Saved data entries
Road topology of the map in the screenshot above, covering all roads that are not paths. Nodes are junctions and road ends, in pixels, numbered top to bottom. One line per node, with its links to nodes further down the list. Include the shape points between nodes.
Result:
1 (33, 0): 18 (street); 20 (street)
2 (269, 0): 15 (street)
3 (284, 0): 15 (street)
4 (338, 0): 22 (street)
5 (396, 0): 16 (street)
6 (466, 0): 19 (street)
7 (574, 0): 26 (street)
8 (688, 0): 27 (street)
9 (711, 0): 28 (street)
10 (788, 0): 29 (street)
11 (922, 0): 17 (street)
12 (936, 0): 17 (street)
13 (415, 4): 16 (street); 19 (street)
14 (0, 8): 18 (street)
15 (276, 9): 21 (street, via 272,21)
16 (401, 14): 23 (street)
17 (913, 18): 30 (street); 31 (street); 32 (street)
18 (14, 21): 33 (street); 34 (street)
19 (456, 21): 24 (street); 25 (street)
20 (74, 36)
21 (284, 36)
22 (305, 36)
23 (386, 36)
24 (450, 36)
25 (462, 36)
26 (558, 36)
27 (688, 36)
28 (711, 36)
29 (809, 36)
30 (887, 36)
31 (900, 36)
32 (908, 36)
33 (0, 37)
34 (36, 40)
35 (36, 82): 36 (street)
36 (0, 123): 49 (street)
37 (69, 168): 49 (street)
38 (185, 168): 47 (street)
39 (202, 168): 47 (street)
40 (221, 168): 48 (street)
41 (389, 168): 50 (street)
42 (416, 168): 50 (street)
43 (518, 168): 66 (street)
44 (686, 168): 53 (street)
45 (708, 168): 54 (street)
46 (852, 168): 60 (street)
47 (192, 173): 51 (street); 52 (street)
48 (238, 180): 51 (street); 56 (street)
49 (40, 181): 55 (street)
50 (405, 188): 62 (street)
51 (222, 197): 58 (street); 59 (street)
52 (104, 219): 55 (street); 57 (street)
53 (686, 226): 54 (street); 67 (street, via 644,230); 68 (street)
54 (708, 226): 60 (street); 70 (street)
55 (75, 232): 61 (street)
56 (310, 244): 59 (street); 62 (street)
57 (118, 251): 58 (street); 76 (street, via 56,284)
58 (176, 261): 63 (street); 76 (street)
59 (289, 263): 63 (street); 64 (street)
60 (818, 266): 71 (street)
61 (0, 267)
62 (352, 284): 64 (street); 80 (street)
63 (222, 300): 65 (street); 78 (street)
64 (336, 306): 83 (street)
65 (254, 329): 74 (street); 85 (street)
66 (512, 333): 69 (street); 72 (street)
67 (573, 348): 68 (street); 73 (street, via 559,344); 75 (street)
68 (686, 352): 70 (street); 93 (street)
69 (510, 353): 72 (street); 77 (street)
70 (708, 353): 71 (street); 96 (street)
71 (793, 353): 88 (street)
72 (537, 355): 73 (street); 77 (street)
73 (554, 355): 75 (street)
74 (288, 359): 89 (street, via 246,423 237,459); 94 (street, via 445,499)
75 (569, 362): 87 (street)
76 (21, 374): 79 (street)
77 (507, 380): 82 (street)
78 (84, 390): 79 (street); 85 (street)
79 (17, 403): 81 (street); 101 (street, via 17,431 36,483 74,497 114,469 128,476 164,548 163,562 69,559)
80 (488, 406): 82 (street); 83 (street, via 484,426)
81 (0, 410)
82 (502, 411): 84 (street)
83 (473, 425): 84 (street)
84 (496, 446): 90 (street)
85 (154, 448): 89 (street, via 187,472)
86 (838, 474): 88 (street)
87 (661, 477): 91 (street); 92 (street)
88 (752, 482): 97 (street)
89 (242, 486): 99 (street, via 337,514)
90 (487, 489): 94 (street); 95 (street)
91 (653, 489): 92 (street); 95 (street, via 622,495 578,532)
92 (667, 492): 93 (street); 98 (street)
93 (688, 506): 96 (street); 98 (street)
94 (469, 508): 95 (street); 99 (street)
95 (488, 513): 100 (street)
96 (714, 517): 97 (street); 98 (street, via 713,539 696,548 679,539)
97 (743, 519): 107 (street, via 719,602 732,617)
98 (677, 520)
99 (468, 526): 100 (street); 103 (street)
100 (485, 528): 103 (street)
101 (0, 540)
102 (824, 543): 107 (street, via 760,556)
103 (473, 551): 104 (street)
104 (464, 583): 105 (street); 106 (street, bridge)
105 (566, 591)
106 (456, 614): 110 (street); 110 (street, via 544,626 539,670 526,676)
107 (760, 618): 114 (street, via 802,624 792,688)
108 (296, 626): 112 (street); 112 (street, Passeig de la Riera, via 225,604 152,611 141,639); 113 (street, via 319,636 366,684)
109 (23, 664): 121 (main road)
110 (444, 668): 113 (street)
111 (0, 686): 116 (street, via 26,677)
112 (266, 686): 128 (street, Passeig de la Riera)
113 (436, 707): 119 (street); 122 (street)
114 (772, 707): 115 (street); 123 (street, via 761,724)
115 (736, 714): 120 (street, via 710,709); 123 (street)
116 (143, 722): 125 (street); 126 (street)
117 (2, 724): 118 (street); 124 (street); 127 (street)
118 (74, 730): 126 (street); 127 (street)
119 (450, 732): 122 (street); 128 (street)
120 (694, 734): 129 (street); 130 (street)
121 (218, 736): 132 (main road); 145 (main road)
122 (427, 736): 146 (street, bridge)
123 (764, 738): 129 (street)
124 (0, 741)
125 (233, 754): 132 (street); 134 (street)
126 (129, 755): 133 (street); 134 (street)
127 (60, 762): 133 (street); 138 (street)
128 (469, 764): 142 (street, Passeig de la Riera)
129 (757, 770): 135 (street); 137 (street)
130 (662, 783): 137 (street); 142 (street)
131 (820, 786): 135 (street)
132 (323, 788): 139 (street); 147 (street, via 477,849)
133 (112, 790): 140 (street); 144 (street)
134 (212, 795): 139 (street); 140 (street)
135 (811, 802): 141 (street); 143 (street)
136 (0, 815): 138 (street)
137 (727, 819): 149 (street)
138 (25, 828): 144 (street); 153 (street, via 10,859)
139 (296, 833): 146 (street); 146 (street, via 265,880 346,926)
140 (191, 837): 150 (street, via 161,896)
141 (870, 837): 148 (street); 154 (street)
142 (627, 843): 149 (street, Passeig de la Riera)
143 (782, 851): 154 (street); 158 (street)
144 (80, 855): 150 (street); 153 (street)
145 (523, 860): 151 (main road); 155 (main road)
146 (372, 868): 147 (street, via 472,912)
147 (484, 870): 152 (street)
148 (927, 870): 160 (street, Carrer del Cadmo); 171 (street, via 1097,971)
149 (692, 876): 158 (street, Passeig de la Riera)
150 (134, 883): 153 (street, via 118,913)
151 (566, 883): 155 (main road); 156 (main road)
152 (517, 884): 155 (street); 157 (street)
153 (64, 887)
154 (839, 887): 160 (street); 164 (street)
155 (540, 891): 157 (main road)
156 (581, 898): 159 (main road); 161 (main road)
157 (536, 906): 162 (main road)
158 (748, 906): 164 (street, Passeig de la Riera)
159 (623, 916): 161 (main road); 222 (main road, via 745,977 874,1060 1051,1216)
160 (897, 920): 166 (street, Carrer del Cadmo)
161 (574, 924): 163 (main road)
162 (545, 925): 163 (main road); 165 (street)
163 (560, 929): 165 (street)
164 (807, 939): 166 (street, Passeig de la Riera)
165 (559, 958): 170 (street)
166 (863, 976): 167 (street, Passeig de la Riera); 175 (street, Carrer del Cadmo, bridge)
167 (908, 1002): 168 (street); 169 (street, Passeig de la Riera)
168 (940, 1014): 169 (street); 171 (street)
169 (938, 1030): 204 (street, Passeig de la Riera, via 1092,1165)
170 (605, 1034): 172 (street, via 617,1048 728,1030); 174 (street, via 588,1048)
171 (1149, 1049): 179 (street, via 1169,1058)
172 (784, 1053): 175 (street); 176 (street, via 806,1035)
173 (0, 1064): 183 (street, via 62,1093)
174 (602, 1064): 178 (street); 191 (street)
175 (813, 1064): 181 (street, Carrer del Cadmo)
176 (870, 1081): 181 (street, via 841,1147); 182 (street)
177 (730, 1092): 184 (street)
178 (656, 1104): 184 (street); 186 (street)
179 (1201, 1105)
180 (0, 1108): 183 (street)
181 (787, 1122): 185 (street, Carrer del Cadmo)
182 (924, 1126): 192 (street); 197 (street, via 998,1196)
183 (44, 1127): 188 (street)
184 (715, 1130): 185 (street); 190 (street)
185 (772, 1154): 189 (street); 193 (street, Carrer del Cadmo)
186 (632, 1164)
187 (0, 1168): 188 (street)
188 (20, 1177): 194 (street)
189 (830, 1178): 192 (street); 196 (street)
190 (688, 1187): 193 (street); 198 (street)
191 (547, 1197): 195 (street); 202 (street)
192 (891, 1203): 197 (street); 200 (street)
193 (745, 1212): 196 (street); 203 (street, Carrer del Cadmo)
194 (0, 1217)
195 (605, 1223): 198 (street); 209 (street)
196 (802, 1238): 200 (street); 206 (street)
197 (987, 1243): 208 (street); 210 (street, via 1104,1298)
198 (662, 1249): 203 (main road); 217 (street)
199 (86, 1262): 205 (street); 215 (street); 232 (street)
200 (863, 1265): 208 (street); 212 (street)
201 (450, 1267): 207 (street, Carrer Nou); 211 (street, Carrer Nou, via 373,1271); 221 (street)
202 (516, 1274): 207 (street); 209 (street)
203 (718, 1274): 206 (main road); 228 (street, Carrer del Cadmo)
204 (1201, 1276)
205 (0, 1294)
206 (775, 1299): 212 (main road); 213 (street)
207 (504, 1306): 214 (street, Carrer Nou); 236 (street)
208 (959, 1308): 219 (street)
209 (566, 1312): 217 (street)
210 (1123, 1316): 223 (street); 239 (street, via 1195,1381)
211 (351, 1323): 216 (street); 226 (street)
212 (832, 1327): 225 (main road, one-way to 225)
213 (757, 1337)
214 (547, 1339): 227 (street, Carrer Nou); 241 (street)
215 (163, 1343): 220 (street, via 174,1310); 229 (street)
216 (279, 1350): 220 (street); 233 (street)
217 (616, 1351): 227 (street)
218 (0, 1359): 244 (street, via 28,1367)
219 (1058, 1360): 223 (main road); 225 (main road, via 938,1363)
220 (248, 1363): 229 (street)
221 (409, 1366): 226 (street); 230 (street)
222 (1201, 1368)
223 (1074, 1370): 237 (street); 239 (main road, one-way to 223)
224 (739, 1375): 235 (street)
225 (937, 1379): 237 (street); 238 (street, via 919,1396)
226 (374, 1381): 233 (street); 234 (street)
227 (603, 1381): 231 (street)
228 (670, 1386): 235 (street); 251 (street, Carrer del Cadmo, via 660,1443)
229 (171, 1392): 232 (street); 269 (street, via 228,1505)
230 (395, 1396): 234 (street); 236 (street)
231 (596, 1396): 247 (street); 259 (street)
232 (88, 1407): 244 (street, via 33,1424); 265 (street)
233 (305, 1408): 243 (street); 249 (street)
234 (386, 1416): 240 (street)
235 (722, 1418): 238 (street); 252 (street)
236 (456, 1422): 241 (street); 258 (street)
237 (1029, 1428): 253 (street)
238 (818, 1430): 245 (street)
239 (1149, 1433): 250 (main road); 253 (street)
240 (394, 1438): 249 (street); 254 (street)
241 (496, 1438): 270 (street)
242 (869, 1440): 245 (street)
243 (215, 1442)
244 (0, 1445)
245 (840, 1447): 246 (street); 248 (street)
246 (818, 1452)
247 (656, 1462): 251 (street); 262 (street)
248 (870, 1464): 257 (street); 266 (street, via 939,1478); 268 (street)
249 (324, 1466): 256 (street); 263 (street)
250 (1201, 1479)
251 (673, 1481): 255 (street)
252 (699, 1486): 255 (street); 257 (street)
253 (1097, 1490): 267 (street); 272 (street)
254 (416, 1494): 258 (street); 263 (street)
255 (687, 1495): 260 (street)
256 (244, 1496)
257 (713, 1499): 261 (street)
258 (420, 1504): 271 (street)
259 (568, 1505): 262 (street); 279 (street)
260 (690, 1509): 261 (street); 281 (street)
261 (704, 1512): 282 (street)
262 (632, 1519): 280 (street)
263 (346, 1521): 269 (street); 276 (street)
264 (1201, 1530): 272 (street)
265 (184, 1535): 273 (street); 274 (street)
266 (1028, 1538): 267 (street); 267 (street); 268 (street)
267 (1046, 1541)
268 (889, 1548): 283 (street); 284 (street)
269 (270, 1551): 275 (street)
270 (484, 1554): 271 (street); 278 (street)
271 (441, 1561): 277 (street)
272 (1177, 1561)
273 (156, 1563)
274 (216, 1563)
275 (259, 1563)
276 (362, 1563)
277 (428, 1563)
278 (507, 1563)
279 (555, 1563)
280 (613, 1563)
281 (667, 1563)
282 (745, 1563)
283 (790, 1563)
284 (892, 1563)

# Work instructions:
The lines sought are those in the data above that include the string "bridge"; copy each one.

# Reply:
104 (464, 583): 105 (street); 106 (street, bridge)
122 (427, 736): 146 (street, bridge)
166 (863, 976): 167 (street, Passeig de la Riera); 175 (street, Carrer del Cadmo, bridge)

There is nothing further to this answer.